*** Data shown ***

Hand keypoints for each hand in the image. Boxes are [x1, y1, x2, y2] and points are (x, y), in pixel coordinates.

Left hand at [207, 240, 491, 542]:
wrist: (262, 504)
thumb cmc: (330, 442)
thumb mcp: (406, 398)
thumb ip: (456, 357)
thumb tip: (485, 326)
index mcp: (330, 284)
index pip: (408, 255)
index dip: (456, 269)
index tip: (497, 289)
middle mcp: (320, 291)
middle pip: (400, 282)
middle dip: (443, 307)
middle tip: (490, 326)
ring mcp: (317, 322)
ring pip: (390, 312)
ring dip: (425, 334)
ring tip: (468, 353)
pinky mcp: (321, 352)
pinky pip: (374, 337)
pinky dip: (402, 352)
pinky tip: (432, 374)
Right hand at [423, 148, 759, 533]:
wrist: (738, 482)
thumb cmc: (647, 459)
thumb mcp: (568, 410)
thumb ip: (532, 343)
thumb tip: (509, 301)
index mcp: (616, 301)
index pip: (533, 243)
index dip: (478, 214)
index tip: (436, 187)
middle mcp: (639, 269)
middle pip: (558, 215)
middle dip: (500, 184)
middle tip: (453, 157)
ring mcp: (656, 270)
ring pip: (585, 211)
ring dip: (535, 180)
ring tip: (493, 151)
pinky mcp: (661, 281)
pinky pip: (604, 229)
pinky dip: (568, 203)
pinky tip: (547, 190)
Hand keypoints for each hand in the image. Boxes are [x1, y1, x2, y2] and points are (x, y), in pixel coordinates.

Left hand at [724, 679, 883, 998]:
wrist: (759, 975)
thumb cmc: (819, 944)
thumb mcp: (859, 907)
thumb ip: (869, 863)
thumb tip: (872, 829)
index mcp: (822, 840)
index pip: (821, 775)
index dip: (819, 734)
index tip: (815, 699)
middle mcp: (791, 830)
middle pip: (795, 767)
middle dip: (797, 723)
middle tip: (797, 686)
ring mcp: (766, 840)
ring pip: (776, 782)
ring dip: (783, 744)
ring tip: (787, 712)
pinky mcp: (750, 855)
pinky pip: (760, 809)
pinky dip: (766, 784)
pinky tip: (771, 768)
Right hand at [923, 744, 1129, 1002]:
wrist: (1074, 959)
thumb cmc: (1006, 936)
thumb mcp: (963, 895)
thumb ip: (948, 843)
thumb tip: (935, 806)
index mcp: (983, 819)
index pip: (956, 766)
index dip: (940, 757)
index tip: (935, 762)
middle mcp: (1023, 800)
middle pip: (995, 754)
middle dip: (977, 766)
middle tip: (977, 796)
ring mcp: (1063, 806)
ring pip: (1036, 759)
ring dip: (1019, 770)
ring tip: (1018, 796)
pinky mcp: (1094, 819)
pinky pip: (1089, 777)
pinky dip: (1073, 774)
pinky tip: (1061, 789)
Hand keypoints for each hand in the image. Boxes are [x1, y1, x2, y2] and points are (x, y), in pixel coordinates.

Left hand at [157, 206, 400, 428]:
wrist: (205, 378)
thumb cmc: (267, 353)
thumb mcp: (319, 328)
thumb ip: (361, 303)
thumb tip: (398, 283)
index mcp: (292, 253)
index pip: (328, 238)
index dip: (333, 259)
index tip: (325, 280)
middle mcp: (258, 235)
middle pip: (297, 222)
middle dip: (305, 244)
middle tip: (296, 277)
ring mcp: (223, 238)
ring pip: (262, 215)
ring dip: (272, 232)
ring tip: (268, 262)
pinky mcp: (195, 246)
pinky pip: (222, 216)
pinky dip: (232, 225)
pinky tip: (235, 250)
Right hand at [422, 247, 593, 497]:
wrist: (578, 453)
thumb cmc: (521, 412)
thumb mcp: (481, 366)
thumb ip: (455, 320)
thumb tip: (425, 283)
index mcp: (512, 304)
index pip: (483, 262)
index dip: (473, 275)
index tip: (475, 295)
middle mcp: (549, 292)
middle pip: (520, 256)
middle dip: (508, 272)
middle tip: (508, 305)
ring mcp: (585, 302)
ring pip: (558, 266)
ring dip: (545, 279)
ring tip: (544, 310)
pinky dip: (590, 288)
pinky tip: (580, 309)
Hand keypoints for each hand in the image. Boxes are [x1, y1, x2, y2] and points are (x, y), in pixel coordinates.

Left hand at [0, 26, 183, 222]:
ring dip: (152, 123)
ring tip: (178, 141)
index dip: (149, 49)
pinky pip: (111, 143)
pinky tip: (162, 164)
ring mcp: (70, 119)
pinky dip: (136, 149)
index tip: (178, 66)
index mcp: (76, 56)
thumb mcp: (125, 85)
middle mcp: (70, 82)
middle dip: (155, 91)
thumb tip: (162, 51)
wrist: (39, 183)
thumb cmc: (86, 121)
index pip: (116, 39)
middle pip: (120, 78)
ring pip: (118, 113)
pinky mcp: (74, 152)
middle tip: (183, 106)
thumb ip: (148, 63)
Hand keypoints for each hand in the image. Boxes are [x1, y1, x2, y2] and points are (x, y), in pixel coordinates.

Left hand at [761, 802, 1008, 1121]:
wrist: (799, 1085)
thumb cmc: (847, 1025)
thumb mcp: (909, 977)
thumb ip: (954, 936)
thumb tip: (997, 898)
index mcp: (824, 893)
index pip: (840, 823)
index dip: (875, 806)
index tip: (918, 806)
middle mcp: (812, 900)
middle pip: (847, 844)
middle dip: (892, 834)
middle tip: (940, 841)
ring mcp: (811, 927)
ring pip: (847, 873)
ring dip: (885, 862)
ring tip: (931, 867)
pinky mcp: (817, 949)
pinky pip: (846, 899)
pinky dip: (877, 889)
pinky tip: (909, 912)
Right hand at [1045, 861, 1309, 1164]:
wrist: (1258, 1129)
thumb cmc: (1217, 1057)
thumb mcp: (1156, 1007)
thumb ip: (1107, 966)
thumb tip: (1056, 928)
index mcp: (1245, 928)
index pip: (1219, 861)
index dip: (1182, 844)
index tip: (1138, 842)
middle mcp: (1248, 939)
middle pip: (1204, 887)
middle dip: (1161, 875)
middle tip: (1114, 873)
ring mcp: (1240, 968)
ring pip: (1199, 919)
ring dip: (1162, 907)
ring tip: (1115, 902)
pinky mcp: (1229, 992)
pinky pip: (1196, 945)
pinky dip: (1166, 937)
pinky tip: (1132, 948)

*** End of Data shown ***

In the answer, the lines from the first line of the data above through the line containing "pinky tip: (547, 190)" must appear exactly as written, with nothing else.

Hand keypoints for each hand in the image. Boxes are [x1, y1, x2, y2] and points are (x, y), in pixel coordinates.

Left hand at [207, 240, 491, 542]:
wrist: (262, 504)
thumb cmc: (330, 442)
thumb mcp: (406, 398)
thumb ip: (456, 357)
thumb tip: (485, 326)
index mcp: (330, 284)
index pip: (408, 255)
index dip: (456, 269)
index tip: (497, 289)
middle mcp: (320, 291)
middle pip: (400, 282)
middle dip: (443, 307)
middle tip: (490, 326)
ring mcp: (317, 322)
ring pip: (390, 312)
ring dip: (425, 334)
ring tip: (468, 353)
pinky mcp: (321, 352)
pinky pip: (374, 337)
pinky dip: (402, 352)
pinky tip: (432, 374)
Right hand at [423, 148, 759, 533]:
wrist: (738, 482)
thumb cmc: (647, 459)
thumb mcp: (568, 410)
thumb ip: (532, 343)
thumb tip: (509, 301)
index mcp: (616, 301)
index pip: (533, 243)
index dip: (478, 214)
index tip: (436, 187)
middle mcp: (639, 269)
middle pip: (558, 215)
middle dip: (500, 184)
middle tip: (453, 157)
ring mcp: (656, 270)
ring pip: (585, 211)
ring dip: (535, 180)
ring tip: (493, 151)
pinky mcp: (661, 281)
pinky pip: (604, 229)
pinky dip: (568, 203)
pinky tip: (547, 190)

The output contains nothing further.